======== INPUT DATA ========

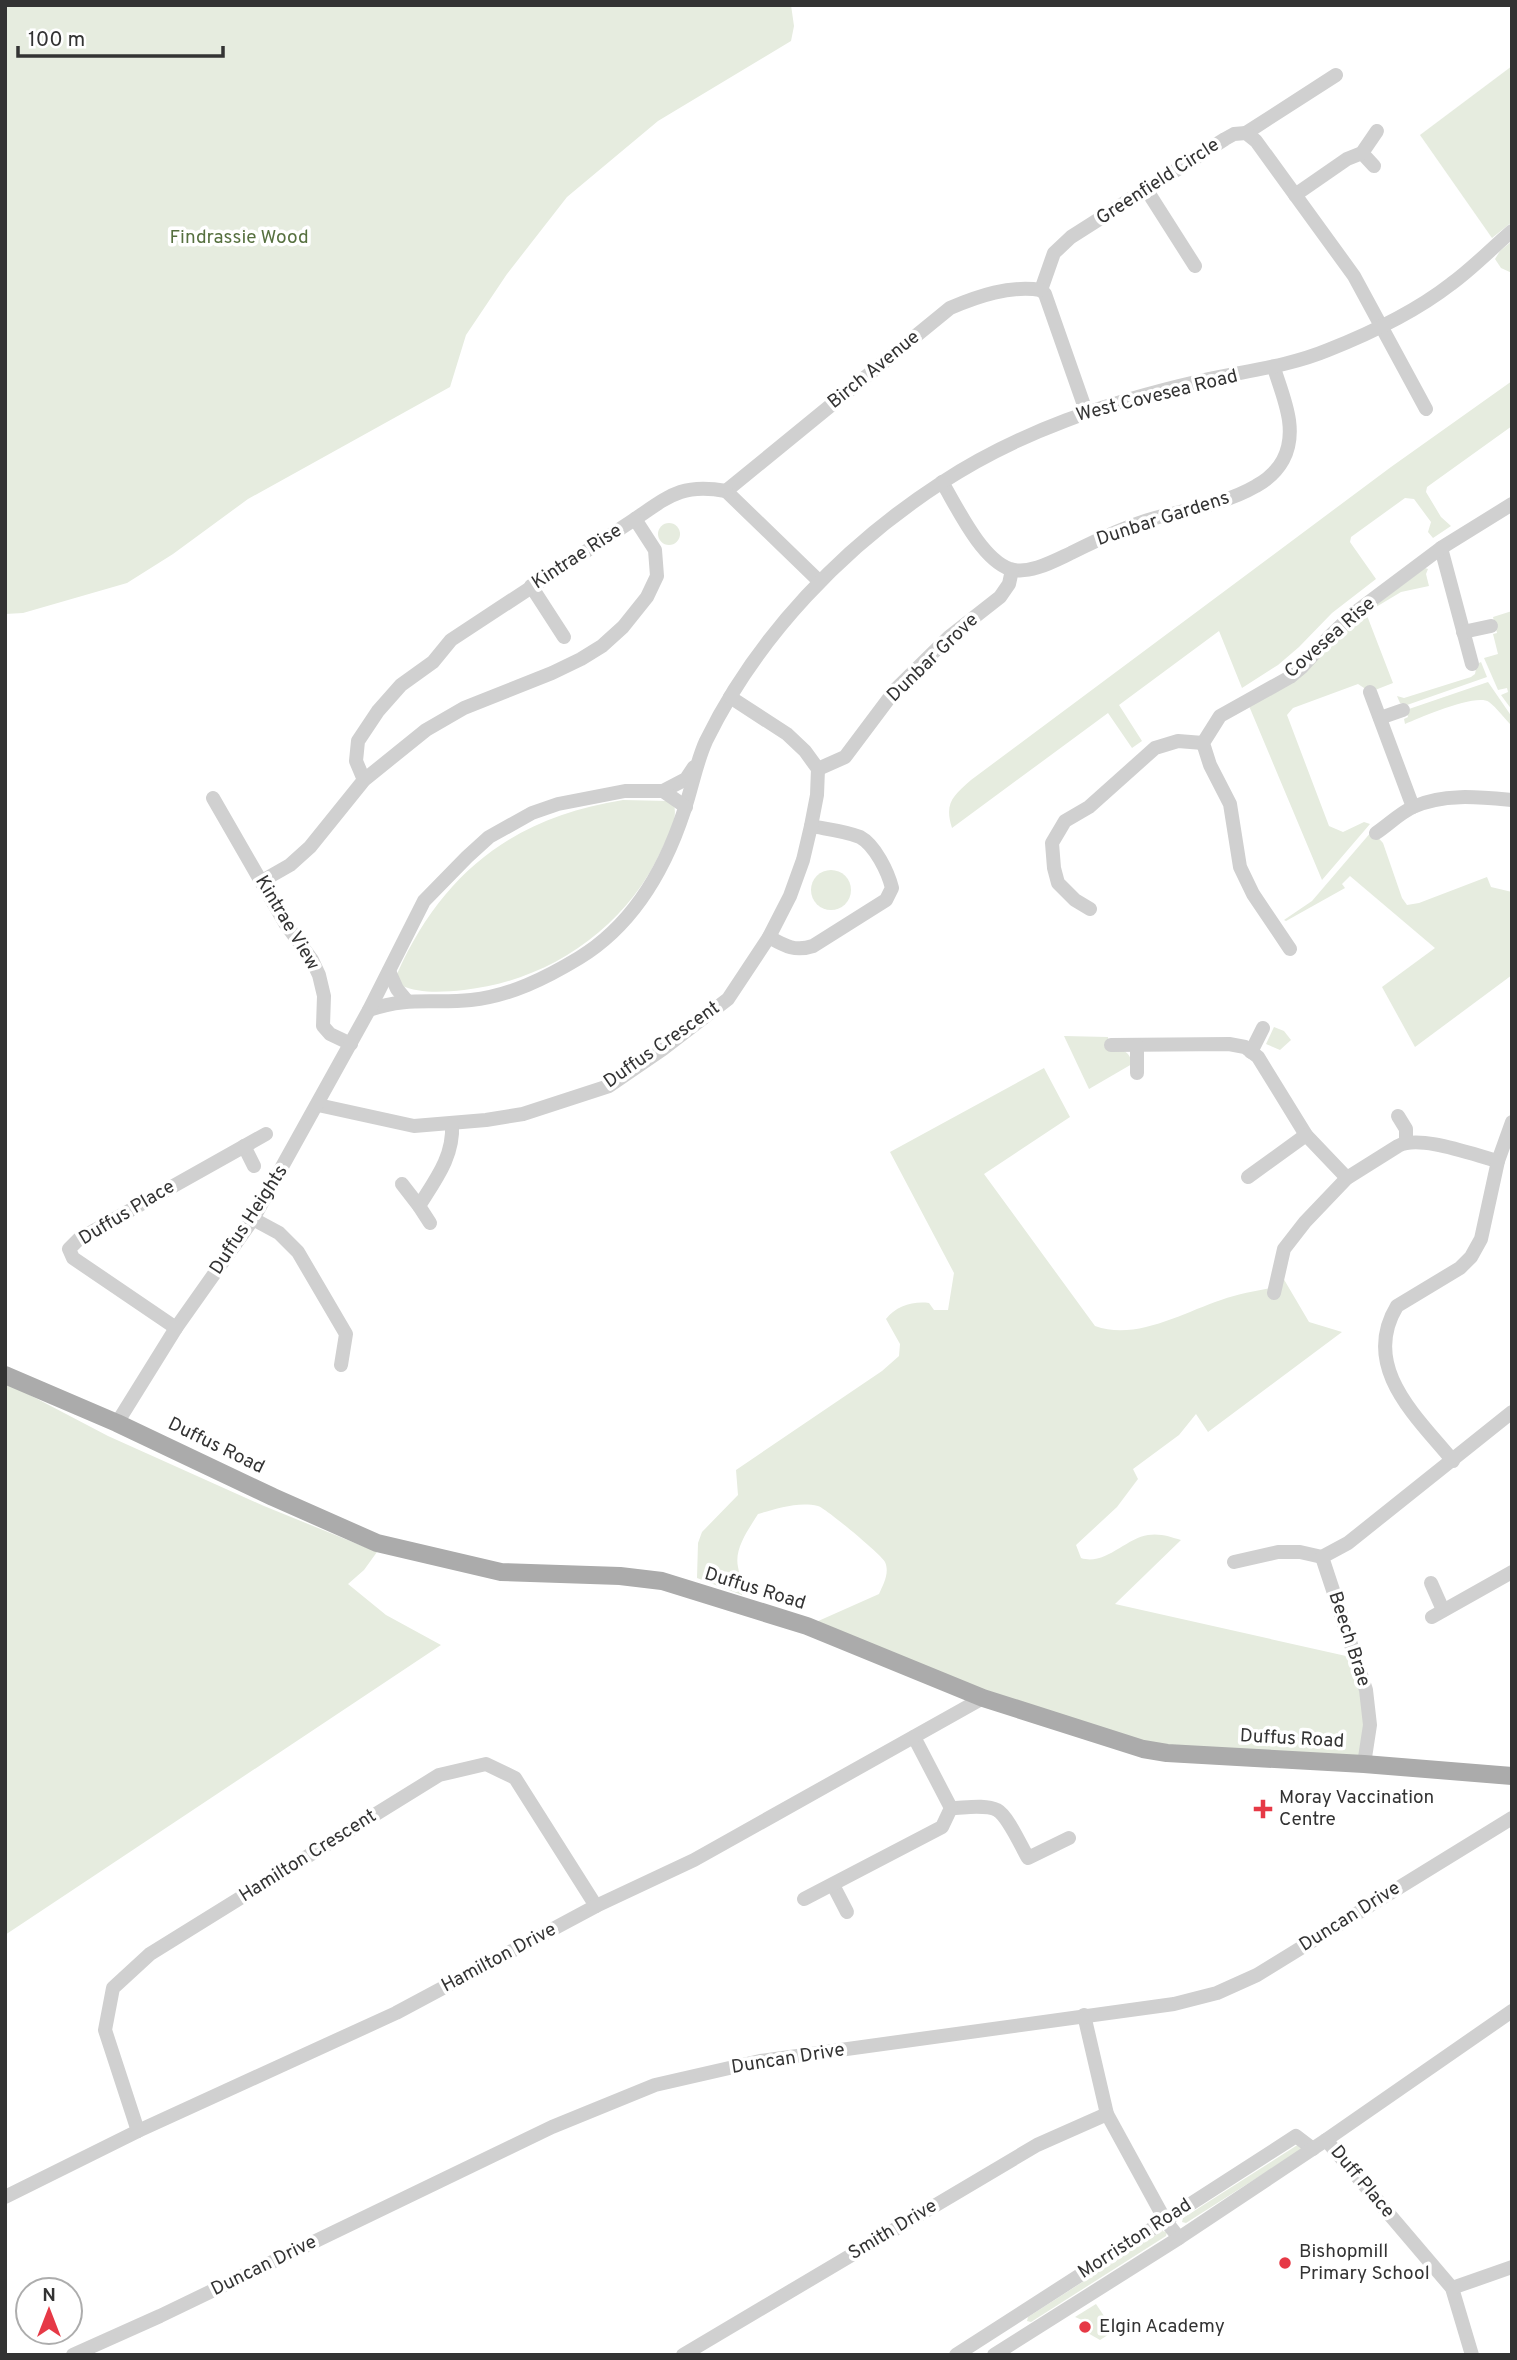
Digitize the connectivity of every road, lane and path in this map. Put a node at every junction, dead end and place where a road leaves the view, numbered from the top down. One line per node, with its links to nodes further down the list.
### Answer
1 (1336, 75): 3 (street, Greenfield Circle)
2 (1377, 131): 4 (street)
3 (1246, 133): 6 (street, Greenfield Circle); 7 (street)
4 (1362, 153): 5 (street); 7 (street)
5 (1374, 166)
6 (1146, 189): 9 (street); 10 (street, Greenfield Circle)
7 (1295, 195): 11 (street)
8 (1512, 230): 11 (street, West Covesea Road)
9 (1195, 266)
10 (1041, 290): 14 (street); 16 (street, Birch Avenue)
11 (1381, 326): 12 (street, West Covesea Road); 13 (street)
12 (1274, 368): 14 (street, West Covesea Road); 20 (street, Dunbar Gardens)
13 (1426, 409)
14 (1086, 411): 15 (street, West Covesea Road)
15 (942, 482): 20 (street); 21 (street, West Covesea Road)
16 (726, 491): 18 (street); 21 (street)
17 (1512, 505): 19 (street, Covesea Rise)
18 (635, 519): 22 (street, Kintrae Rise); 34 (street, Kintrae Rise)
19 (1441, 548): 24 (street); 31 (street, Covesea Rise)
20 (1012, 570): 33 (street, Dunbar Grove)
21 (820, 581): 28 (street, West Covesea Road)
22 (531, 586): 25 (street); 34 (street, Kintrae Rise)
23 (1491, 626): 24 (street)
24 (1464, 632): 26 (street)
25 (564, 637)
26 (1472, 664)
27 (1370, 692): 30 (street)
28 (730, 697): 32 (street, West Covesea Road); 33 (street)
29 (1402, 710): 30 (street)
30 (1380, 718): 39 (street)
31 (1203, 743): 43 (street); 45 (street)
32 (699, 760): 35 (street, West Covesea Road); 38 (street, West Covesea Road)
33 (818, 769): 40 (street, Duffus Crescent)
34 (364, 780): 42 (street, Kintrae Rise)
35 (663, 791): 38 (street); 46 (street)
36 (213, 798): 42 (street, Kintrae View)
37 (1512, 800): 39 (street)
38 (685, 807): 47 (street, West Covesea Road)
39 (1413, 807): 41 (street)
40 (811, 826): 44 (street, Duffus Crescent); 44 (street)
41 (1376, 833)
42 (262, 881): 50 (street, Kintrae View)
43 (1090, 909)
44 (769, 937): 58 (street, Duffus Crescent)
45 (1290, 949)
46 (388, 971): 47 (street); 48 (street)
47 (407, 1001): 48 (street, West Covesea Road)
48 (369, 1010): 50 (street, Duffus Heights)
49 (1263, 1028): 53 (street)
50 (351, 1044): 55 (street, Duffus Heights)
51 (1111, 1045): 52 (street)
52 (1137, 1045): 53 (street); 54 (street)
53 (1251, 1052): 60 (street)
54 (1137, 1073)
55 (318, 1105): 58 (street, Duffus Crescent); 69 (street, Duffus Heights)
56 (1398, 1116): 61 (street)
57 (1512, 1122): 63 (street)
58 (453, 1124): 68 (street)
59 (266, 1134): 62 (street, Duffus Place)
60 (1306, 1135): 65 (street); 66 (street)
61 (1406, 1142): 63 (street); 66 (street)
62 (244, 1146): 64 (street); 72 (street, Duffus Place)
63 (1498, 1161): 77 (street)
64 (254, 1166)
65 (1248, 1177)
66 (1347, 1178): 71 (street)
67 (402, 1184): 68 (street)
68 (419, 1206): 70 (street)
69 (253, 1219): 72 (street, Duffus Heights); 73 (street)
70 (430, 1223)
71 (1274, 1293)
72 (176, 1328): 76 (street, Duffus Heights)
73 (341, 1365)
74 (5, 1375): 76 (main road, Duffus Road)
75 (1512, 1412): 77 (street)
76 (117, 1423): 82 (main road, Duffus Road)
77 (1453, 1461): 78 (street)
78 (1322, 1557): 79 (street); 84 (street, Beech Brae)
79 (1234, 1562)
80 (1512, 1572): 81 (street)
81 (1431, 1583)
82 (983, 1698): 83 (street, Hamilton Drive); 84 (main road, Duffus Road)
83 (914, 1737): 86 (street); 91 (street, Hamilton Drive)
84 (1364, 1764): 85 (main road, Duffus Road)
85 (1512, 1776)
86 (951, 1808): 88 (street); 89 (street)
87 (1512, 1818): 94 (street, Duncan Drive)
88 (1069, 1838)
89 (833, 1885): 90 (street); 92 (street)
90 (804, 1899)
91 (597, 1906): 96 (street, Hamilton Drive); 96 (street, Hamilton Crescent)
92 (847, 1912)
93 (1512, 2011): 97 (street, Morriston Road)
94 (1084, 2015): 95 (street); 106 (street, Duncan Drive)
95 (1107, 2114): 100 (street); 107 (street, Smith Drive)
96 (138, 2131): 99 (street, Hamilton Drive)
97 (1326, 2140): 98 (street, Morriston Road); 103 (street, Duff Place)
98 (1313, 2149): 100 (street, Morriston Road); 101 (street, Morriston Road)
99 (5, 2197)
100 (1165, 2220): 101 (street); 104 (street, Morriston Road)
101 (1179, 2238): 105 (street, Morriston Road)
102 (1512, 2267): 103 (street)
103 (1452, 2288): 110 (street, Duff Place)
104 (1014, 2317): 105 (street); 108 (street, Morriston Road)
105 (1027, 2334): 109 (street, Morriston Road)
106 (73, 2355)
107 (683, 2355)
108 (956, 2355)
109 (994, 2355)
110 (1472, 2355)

========

§ TASK TO COMPLETE
Everything in the records goes into your answer exactly, except the pictures.

§ WRITTEN RESPONSE
Digitize the connectivity of every road, lane and path in this map. Put a node at every junction, dead end and place where a road leaves the view, numbered from the top down. One line per node, with its links to nodes further down the list.
### Answer
1 (1336, 75): 3 (street, Greenfield Circle)
2 (1377, 131): 4 (street)
3 (1246, 133): 6 (street, Greenfield Circle); 7 (street)
4 (1362, 153): 5 (street); 7 (street)
5 (1374, 166)
6 (1146, 189): 9 (street); 10 (street, Greenfield Circle)
7 (1295, 195): 11 (street)
8 (1512, 230): 11 (street, West Covesea Road)
9 (1195, 266)
10 (1041, 290): 14 (street); 16 (street, Birch Avenue)
11 (1381, 326): 12 (street, West Covesea Road); 13 (street)
12 (1274, 368): 14 (street, West Covesea Road); 20 (street, Dunbar Gardens)
13 (1426, 409)
14 (1086, 411): 15 (street, West Covesea Road)
15 (942, 482): 20 (street); 21 (street, West Covesea Road)
16 (726, 491): 18 (street); 21 (street)
17 (1512, 505): 19 (street, Covesea Rise)
18 (635, 519): 22 (street, Kintrae Rise); 34 (street, Kintrae Rise)
19 (1441, 548): 24 (street); 31 (street, Covesea Rise)
20 (1012, 570): 33 (street, Dunbar Grove)
21 (820, 581): 28 (street, West Covesea Road)
22 (531, 586): 25 (street); 34 (street, Kintrae Rise)
23 (1491, 626): 24 (street)
24 (1464, 632): 26 (street)
25 (564, 637)
26 (1472, 664)
27 (1370, 692): 30 (street)
28 (730, 697): 32 (street, West Covesea Road); 33 (street)
29 (1402, 710): 30 (street)
30 (1380, 718): 39 (street)
31 (1203, 743): 43 (street); 45 (street)
32 (699, 760): 35 (street, West Covesea Road); 38 (street, West Covesea Road)
33 (818, 769): 40 (street, Duffus Crescent)
34 (364, 780): 42 (street, Kintrae Rise)
35 (663, 791): 38 (street); 46 (street)
36 (213, 798): 42 (street, Kintrae View)
37 (1512, 800): 39 (street)
38 (685, 807): 47 (street, West Covesea Road)
39 (1413, 807): 41 (street)
40 (811, 826): 44 (street, Duffus Crescent); 44 (street)
41 (1376, 833)
42 (262, 881): 50 (street, Kintrae View)
43 (1090, 909)
44 (769, 937): 58 (street, Duffus Crescent)
45 (1290, 949)
46 (388, 971): 47 (street); 48 (street)
47 (407, 1001): 48 (street, West Covesea Road)
48 (369, 1010): 50 (street, Duffus Heights)
49 (1263, 1028): 53 (street)
50 (351, 1044): 55 (street, Duffus Heights)
51 (1111, 1045): 52 (street)
52 (1137, 1045): 53 (street); 54 (street)
53 (1251, 1052): 60 (street)
54 (1137, 1073)
55 (318, 1105): 58 (street, Duffus Crescent); 69 (street, Duffus Heights)
56 (1398, 1116): 61 (street)
57 (1512, 1122): 63 (street)
58 (453, 1124): 68 (street)
59 (266, 1134): 62 (street, Duffus Place)
60 (1306, 1135): 65 (street); 66 (street)
61 (1406, 1142): 63 (street); 66 (street)
62 (244, 1146): 64 (street); 72 (street, Duffus Place)
63 (1498, 1161): 77 (street)
64 (254, 1166)
65 (1248, 1177)
66 (1347, 1178): 71 (street)
67 (402, 1184): 68 (street)
68 (419, 1206): 70 (street)
69 (253, 1219): 72 (street, Duffus Heights); 73 (street)
70 (430, 1223)
71 (1274, 1293)
72 (176, 1328): 76 (street, Duffus Heights)
73 (341, 1365)
74 (5, 1375): 76 (main road, Duffus Road)
75 (1512, 1412): 77 (street)
76 (117, 1423): 82 (main road, Duffus Road)
77 (1453, 1461): 78 (street)
78 (1322, 1557): 79 (street); 84 (street, Beech Brae)
79 (1234, 1562)
80 (1512, 1572): 81 (street)
81 (1431, 1583)
82 (983, 1698): 83 (street, Hamilton Drive); 84 (main road, Duffus Road)
83 (914, 1737): 86 (street); 91 (street, Hamilton Drive)
84 (1364, 1764): 85 (main road, Duffus Road)
85 (1512, 1776)
86 (951, 1808): 88 (street); 89 (street)
87 (1512, 1818): 94 (street, Duncan Drive)
88 (1069, 1838)
89 (833, 1885): 90 (street); 92 (street)
90 (804, 1899)
91 (597, 1906): 96 (street, Hamilton Drive); 96 (street, Hamilton Crescent)
92 (847, 1912)
93 (1512, 2011): 97 (street, Morriston Road)
94 (1084, 2015): 95 (street); 106 (street, Duncan Drive)
95 (1107, 2114): 100 (street); 107 (street, Smith Drive)
96 (138, 2131): 99 (street, Hamilton Drive)
97 (1326, 2140): 98 (street, Morriston Road); 103 (street, Duff Place)
98 (1313, 2149): 100 (street, Morriston Road); 101 (street, Morriston Road)
99 (5, 2197)
100 (1165, 2220): 101 (street); 104 (street, Morriston Road)
101 (1179, 2238): 105 (street, Morriston Road)
102 (1512, 2267): 103 (street)
103 (1452, 2288): 110 (street, Duff Place)
104 (1014, 2317): 105 (street); 108 (street, Morriston Road)
105 (1027, 2334): 109 (street, Morriston Road)
106 (73, 2355)
107 (683, 2355)
108 (956, 2355)
109 (994, 2355)
110 (1472, 2355)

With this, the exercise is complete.